The East African (Nairobi)

Kenya: Plastic Ban Delay Angers Ugandans

David Malingha Doya

19 May 2008


Nairobi — The business community in Uganda is accusing the Kenyan and Tanzanian governments of inconsistency in implementing regional trade pacts at their expense, the latest being the prohibition on plastics that was agreed on by the three countries to protect the environment.

During last year's budget reading, the three countries announced a ban on polythene bags and plastic containers of 30 microns and below, and imposed a prohibitive tax of 120 per cent on those above 30 microns.

However, whereas the Ugandan government has ensured strict adherence to the pact since last July to the point that it is planning to ban bags over 30 microns as well and establish an environment police the Nairobi City Council announced this month that it would only begin enforcing the ban in June.

Nairobi also conceded that it had not implemented the ban earlier because of several institutional and logistical constraints.

This is not the first time Uganda's business community is crying foul- over regional trade policies not being uniformly implemented in each state. Earlier incidents involved fisheries in 2000, and trade in 2005 soon after the establishment of the East African Customs Union.
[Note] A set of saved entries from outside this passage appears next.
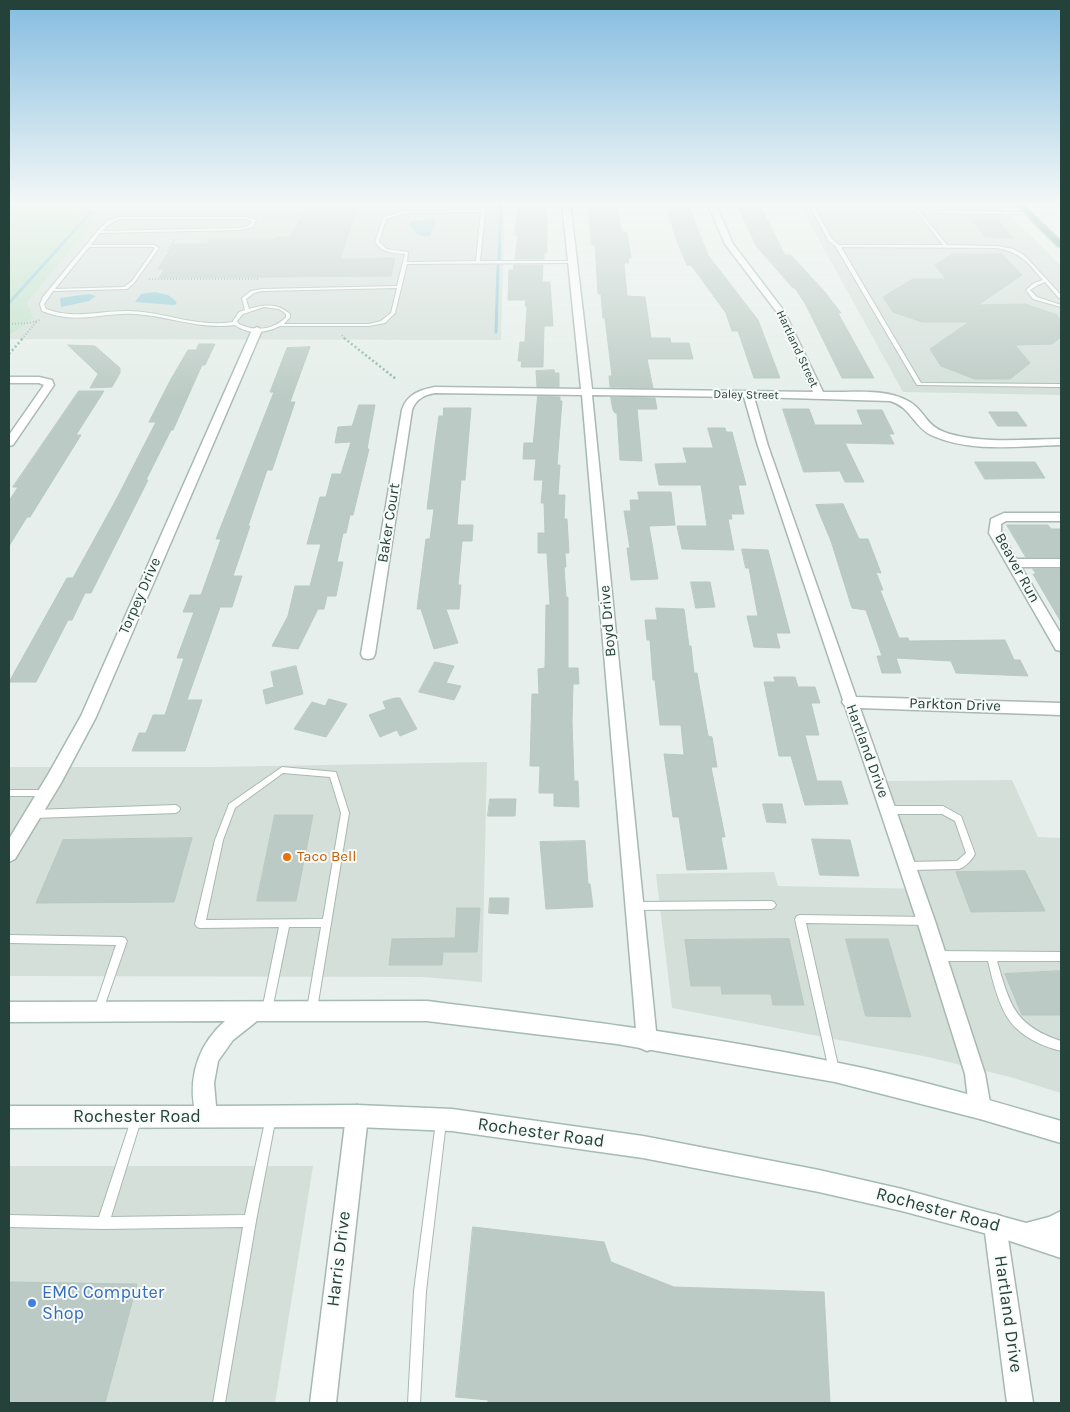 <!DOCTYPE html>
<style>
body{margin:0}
#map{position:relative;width:1070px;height:1412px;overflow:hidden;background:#e6efeb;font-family:Karla,sans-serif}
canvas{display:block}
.frame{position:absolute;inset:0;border:10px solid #24423a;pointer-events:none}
</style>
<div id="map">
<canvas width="1070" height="1412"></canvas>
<div class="frame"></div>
</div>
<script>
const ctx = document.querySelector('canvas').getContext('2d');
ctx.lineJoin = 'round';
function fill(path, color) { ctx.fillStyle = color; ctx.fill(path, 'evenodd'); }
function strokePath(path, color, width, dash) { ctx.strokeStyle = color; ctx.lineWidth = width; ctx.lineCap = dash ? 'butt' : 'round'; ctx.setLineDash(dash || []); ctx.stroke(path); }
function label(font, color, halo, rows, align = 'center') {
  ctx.font = font + ' Karla,sans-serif'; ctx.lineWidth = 4; ctx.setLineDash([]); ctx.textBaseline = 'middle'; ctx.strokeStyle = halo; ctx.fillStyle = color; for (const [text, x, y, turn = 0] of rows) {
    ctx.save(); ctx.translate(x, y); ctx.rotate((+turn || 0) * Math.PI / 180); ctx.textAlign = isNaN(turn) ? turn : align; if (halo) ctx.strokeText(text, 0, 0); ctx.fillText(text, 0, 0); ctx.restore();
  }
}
const built = new Path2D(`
 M9 202H505L501 340 9 339Z
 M798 202H997L1061 266V395L903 392Z
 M487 762 482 982 423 977 9 976V767H214Z
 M1012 780 1038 837 1061 838V1093L1010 1077 928 1057 672 1008 656 874 774 872 778 886 925 889 887 781Z
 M9 1166H313L275 1403H9Z`);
const green = new Path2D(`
 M9 202H182L171 206H79L69 210 102 212 27 302 33 318 22 327 9 335Z
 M798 202H989L995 205 801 207Z`);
const water = new Path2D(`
 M433 219 436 223 430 236C419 237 415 234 409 224L412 221Z
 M155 292 168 295 177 302 175 305 135 302 141 294Z
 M89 294 96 296 89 301 61 307 60 298Z`);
const stream = new Path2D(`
 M499 259 501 202
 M9 303 92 211
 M496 332 498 266`);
const building = new Path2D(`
 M310 202H359L340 259 395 258 391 276 159 278 165 269H158L174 244H207L210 239H274L275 237H290Z
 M737 205H760L785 255H791L824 291 841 313H838L874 378H842L806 305 795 288H793L757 247Z
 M518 206H547V253H544V259H515L518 235H515Z
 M588 206 617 207 622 232H627L631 258H628L629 263H624L627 296 645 297 651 338H670L671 343H689L693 359H647L653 388 610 387 609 376H612L605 318H603L601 294H598L595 245H592Z
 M666 206 689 207 708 255 758 320 780 378H754L738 331H732L726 313 691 265H687L678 244Z
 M972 220H998L1013 238 986 237Z
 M953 254H1002L1022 275 978 305 1025 304 1057 315 1061 320V337L1052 344 1015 345 1030 363 1010 379H975L941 366 930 349 969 322H922L893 312 883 297 913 279H946L935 265Z
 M514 265H543L542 282H550L553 326H544L543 367H521L522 361H518L520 342H525L527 306H525L526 300H508L509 270H513Z
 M199 344H215L205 365H202L173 430H171L146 480H148L91 593H85L72 620H68L36 682H9L67 578H73L117 498 156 422H149L171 379 188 350H196Z
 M68 345 95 346 120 368V373L112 387 90 388 98 374Z
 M310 347 290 402H295L272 470H267L248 526H250L233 576H242L232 607H220L187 700H202L185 751H132L139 733H146L153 715H165L184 658H177L194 612H183L190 595H201L221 539H216L274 392H270L287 348Z
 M554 370 555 373H559V387H537L536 371Z
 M79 391H104L76 435H81L30 517H27L9 546V501L18 487H13Z
 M538 396 560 397V401H562L557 465H560L558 495H565L564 519H567L569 553H565L566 567H564L566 597H568V668H578L579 684H573L572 722 574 781H578L579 807 554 806V793H539L540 766H530L532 694H539L538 669 545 668 546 605H550L547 553H538V533H545L544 503H541L543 480H534L536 459H523L524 443H533Z
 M611 397 655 398 657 409H637L642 461 620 460 617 413H615L613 410Z
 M359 405H375L367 449H369L353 515H350L346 533H343L337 562H343L336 596H327L324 609H318L298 649 272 646 288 616 295 586H310L321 544H307L320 497H326L332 474H341L351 442 335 443 338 427 352 426Z
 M444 408H471L465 480H461L457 525H473L472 541H462L458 585H461L459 609H446L458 643 434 649 421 609H417L426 539H430L434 509H427L435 445 439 416H443Z
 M783 409H809L815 425H863L857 410H882L894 434H889L894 444 845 443 864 482H845L840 471 804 472Z
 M989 412H1017L1027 426H998Z
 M708 428H725L726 432H732L746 485H738L744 514H731L732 519H728L734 550 682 549 677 526H707L701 485H659L655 464 687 463 683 448H713Z
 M975 462H1035L1045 478 985 479Z
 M638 492H671L675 525 649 526 658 579 631 580 627 548H630L624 511H631L630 500H639Z
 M843 504 859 539H868L881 573 876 572 883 590H880L899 638H908L909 641 1005 640 1014 660H1020L1028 676 956 673 951 661 896 658 901 673H882L877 656H882L866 610 852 608 831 541 816 505Z
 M1007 525H1048L1051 529H1061V557H1026Z
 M742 549 768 550 790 633H776L780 648 754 647 747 616H758L749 568H746Z
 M1033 569H1061V622L1033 574H1036Z
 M691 582H710L715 607 696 608Z
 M656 608 684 609 689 646H691L694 673H697L708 736 712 737 717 767H711L725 837H721L727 869 687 870 679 817H673L664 754 684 755 681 725H660L655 680H653L650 640H647L645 620H657Z
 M435 662 454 666 446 683 461 686 454 700 419 692Z
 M296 666 303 694 266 704 263 690 274 687 271 672Z
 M774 677H795L798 687H815L820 703H811L819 735H805L817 781H841L848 804 805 805 791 756H779L764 682H775Z
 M395 698H400L417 729 400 736 397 730 380 737 369 715 386 709 383 702Z
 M329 699 347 704 326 737 294 729 312 702 325 706Z
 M490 799H516L515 816H488Z
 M763 804H782L786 823 767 822Z
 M275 815H313L296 901H257Z
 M192 838 174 902 36 903 63 840Z
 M812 839 850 840 859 876 820 875Z
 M585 841 588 884H590L593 907 546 909 540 842Z
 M1025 871 1045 911 971 912 956 872Z
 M490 898H509L508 914 489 913Z
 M457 908H480L477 952H443L442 965H389L392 939 455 938Z
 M789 939 804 1005H773L771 994H722L721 986H691L685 940Z
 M846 939H888L911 1017 866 1016Z
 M1061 971V1015H1022L1005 974Z
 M473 1227 604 1242 611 1262 674 1287 824 1292 830 1403H488V1400L456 1397Z
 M9 1282 137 1284 105 1403H9Z`);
const pathFar1 = new Path2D(`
 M179 207 190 202
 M262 218 303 215
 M168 251 175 239
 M149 279H258
 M9 324 29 323 40 320
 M342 335 345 339
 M22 339 36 322`);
const path = new Path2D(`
 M344 338 396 379
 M9 354 23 338`);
const service = new Path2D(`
 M482 202H486L480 261H572L574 262 572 263 407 264 395 313 385 323 369 326H280C266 333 248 335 235 325 200 330 169 316 135 314 111 312 88 320 65 317 57 316 50 314 42 311L40 304 43 297 100 228 109 220 120 217H245L256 220 253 227 241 230 100 233 91 245H154L159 248 134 283 127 289 53 291 44 304 46 309C76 320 100 310 130 311 165 312 198 328 233 322V321L239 312 245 310 242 298 251 291 262 289 397 286 405 254C393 253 382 253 375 242L383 217 405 211 481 210ZM481 212 476 261 407 262 408 252 387 249 379 242 386 219 405 213ZM120 219H245L252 221 250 225 241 228 102 231 110 224ZM89 247H153L155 248 132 281 124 287 55 289ZM397 288 391 313 381 321 369 324H284L290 317V314C278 303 264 304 249 309L246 299 254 293 262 291ZM264 307 279 309 286 314V317C274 330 255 332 239 324L237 321 243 314Z
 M813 207H916L947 245 997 246 1013 249 1024 255 1061 295V298H1059L1045 282 1038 285 1030 290 1037 297 1061 305V307L1033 299 1026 290 1034 283 1043 280C1027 262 1022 253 997 248L841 247 921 383 1061 384V387L917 385 836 247 828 240 811 208ZM815 209H915L943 245H839L832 239Z
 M938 211 1028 212 1030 213 1028 214 937 213Z
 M282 767 336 772 349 813 317 1009 315 1012 312 1014 309 1012 307 1009 321 927H289L272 1010 270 1013 267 1015 264 1013 262 1010 279 927 200 928 197 927 195 924 215 840 229 804ZM283 773 330 777 341 813 323 919 206 920 223 840 235 808Z
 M9 790H46L49 791 50 793 49 795 46 796H9Z
 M176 805 179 807 180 809 179 811 176 813 34 818 31 817 30 814 31 811 34 810Z
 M889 806H943L961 816 975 854C972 860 965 867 959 869L908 870 905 869 904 866 905 863 908 862 957 861 966 853 955 821 942 814H889L886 812 885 810 886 808Z
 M771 901 774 902 776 905 774 908 771 909 635 910 632 909 630 906 632 903 635 902Z
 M800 915 926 917 929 918 931 921 929 924 926 925 806 923 839 1070 838 1074 834 1075 830 1074 829 1070 795 919 797 916Z
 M9 935 122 937 125 938 127 941 102 1013 99 1015 96 1013 94 1010 116 945 9 943Z
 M938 951 1061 952V961H997C1010 1005 1014 1025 1061 1041V1051C1046 1047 1028 1040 1016 1028 1000 1013 993 982 988 961H938L935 959 933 956 935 953Z
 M271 1112 275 1113 276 1117 256 1221 225 1403H213L243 1227 103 1229 9 1227V1215L99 1217 131 1120 132 1116 136 1115 140 1116 141 1120 111 1217 245 1215 266 1117 267 1113Z
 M441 1117 445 1118 446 1122 426 1291 420 1403H408L414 1291 436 1122 437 1118Z`);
const minor = new Path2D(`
 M562 202H570L592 389 813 392 776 311 725 244 707 202H715L733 244 784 311 823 392C849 393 886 387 910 402 927 413 925 427 950 434 986 444 1025 439 1061 439V445C1020 446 969 453 931 435 913 426 911 407 890 401L754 397 768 446 856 697 1061 703V715L860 708 935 921 985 1074 991 1108 987 1115 980 1119 973 1115 969 1108 965 1074 917 921 845 706 842 702 843 700 758 446 744 397 592 395 657 1041 654 1048 647 1051 640 1048 637 1041 582 395 435 393C424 395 416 399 412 410L375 654 373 658 368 659 363 658 361 654 402 410C407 394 420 390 435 387L581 389Z
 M257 327 262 330 96 717 61 783 15 859 9 862V839L49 773 81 716 252 330Z
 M9 377H39L52 380 54 385 13 445 9 446V435L44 385 39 383H9Z
 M1004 513H1061V521H1006L1001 524V533L1016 559H1061V567H1021L1061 634V651L1056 650 989 533 991 519Z
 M357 1105 365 1108 368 1116 336 1403H310L346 1116 349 1108Z
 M995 1214 1003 1217 1006 1225 1033 1403H1007L984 1225 987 1217Z`);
const secondary = new Path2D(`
 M427 1001C563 1018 700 1034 834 1062 911 1077 986 1099 1061 1121V1143L980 1119 835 1082 617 1044 427 1021H257L233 1040 218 1061 214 1083 216 1106 357 1105 452 1109 643 1136 819 1170 902 1189 1026 1223 1049 1217 1061 1211V1258L995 1236 902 1211 819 1192 643 1158 452 1131 357 1127 9 1128V1106H194C189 1073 200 1043 225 1021L9 1022V1002Z`);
const primary = new Path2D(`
 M1013 202H1021L1061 241V247H1058Z
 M1053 202H1061V208Z`);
const markers = [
 [287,857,5,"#e8710a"],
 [32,1303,5,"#3f7fe0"]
];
const farStreetnames = [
 ["Hartland Street",797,349,65],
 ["Daley Street",746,395,1]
];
const streetNames = [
 ["Baker Court",389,523,-81],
 ["Beaver Run",1017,568,61],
 ["Torpey Drive",140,596,-66],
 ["Boyd Drive",608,621,-95],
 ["Parkton Drive",955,705,2],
 ["Hartland Drive",867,751,70]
];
const foodNames = [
 ["Taco Bell",297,857]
];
const nearStreetnames = [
 ["Rochester Road",137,1117],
 ["Rochester Road",541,1133,8],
 ["Rochester Road",938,1210,15],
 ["Harris Drive",339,1259,-83],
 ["Hartland Drive",1008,1314,82]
];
const nearShopnames = [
 ["EMC Computer",42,1293],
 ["Shop",42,1314]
];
fill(built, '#d4dfda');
fill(green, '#bfe0c8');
fill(water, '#8ec9d4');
strokePath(stream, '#8ec9d4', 3);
fill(building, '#bbcac4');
strokePath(building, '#b8c9c2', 1);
strokePath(service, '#a8b8b2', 2);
strokePath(minor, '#a8b8b2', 3);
strokePath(secondary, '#a4bbb3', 3);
strokePath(primary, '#c2cac8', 3);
strokePath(pathFar1, '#86b3a5', 2, [1, 2]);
strokePath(path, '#86b3a5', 2.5, [2, 2.5]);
fill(service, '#fff');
fill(minor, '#fff');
fill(secondary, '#fff');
fill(primary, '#6aa596');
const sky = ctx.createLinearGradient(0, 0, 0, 400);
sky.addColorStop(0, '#84bce0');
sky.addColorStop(0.51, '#f4f8f6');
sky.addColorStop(1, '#f4f8f600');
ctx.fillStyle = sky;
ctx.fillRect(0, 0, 1070, 400);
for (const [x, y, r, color] of markers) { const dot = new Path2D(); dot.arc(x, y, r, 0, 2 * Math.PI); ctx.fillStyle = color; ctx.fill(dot); strokePath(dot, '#f7fbf9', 2); }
label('12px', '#24423a', '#f7fbf9', farStreetnames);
label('15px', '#24423a', '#f7fbf9', streetNames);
label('15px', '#c56008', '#f7fbf9', foodNames, 'left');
label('18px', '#24423a', '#f7fbf9', nearStreetnames);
label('18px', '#366cbe', '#f7fbf9', nearShopnames, 'left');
</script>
The Uganda business community - the Uganda Manufacturers Association (UMA), the Kampala City Traders Association and the Private Sector Foundation of Uganda - have complained of lack of uniformity on regional initiatives, with Uganda emerging as the biggest loser. Some players in the affected sectors have reported losses as a result. They further say the government has "insensitively" opened itself to international co-operation.

Keith Muhakanizi, deputy Permanent Secretary in the Ministry of Finance, Planning and Economic Development, said, "What we can do is talk to our counterparts to ensure that what was agreed on is what is being done. But I agree with the manufacturers on uniform implementation of the ban and tax because we met as governments and agreed on this."

UMA's new executive director Gideon Badagawa, said that when the ban was announced, manufacturers of plastics reorganised their production processes to conform to the regulations and postponed expansion plans in order to fund adaptation measures such as installing recycling plants, which together shaunk production to 20 per cent.

Now UMA is claiming that a significant portion of the market shortfall of 80 per cent is being filled by polythene bags of below 30 microns smuggled from Kenya, whose government allowed manufacturers to produce the banned product as long as it is for export only.

Polythene bags of below 30 microns from Kenya passing through Ugandan territory while in transit to other markets, particularly Congo, end up being dumped in the country, claims UMA.

The Uganda Revenue Authority said, "We are not in position to deny or confirm this claim, but polythene bags in general are highly prone to smuggling. The importer of polythene bags has to present URA with a certificate of analysis from the Uganda National Bureau of Standards before clearance is allowed through Customs. URA's mandate therefore stops at ensuring that the polythene bags below 30 microns do not enter the country."

In the 1990s, Ugandan fisheries accused their Kenyan and Tanzanian counterparts of using fishing gear that promoted over-fishing, contrary to an agreed-on policy.

More recently, the East African Customs Union introduced common external tariffs on products such as sugar and rice, but implementation has been inconsistent, with Uganda emerging as the biggest loser.

The Kampala City Traders Association reported that whereas the external tariff on rice was agreed at 75 per cent, Kenya backtracked and started charging 30 per cent, while Zanzibar charged 25 per cent saying it was a staple food.

Import duty for sugar was agreed at 100 per cent, but Tanzania charged 10 per cent for imports from its partner states in the Southern Africa Development Community, while Kenya charged the same for members of the Common Market for Eastern and Southern Africa.

"The Uganda government in either case observed the set tariffs, leaving us at a disadvantage," said Issa Sekito, spokesperson for the Kampala City Traders Association.